Go through the records below and show every line with the string "graph".

*** DATA FOR REVIEW

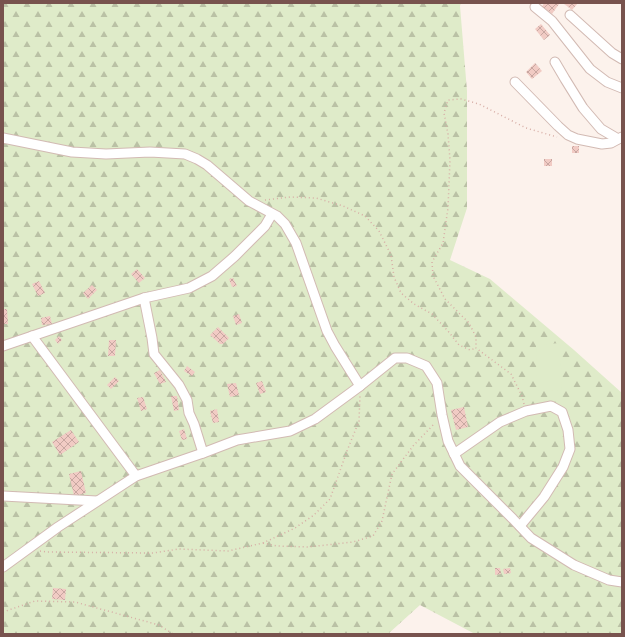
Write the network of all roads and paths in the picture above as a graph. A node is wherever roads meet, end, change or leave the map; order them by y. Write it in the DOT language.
graph roads {
  1 [pos="535,7"];
  2 [pos="570,14"];
  3 [pos="622,59"];
  4 [pos="555,62"];
  5 [pos="515,82"];
  6 [pos="622,88"];
  7 [pos="562,137"];
  8 [pos="3,138"];
  9 [pos="620,138"];
  10 [pos="263,200"];
  11 [pos="272,214"];
  12 [pos="144,298"];
  13 [pos="32,336"];
  14 [pos="3,346"];
  15 [pos="476,348"];
  16 [pos="360,386"];
  17 [pos="526,411"];
  18 [pos="442,415"];
  19 [pos="203,453"];
  20 [pos="454,454"];
  21 [pos="136,476"];
  22 [pos="3,496"];
  23 [pos="97,501"];
  24 [pos="520,526"];
  25 [pos="263,544"];
  26 [pos="28,549"];
  27 [pos="3,567"];
  28 [pos="622,582"];
  29 [pos="3,612"];
  30 [pos="173,634"];
  1 -- 6 [label="street"];
  2 -- 3 [label="street"];
  4 -- 9 [label="street"];
  5 -- 9 [label="street"];
  7 -- 15 [label="path"];
  8 -- 11 [label="street"];
  10 -- 15 [label="path"];
  11 -- 12 [label="street"];
  11 -- 16 [label="street"];
  12 -- 13 [label="street"];
  12 -- 19 [label="street"];
  13 -- 14 [label="street"];
  13 -- 21 [label="street"];
  15 -- 17 [label="path"];
  16 -- 18 [label="street"];
  16 -- 19 [label="street"];
  16 -- 25 [label="path"];
  17 -- 20 [label="street"];
  17 -- 24 [label="street"];
  18 -- 20 [label="street"];
  18 -- 25 [label="path"];
  19 -- 21 [label="street"];
  20 -- 24 [label="street"];
  21 -- 23 [label="street"];
  22 -- 23 [label="street"];
  23 -- 26 [label="street"];
  24 -- 28 [label="street"];
  25 -- 26 [label="path"];
  26 -- 27 [label="street"];
  29 -- 30 [label="path"];
}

******

• _YOUR SOLUTION_
Write the network of all roads and paths in the picture above as a graph. A node is wherever roads meet, end, change or leave the map; order them by y. Write it in the DOT language.
graph roads {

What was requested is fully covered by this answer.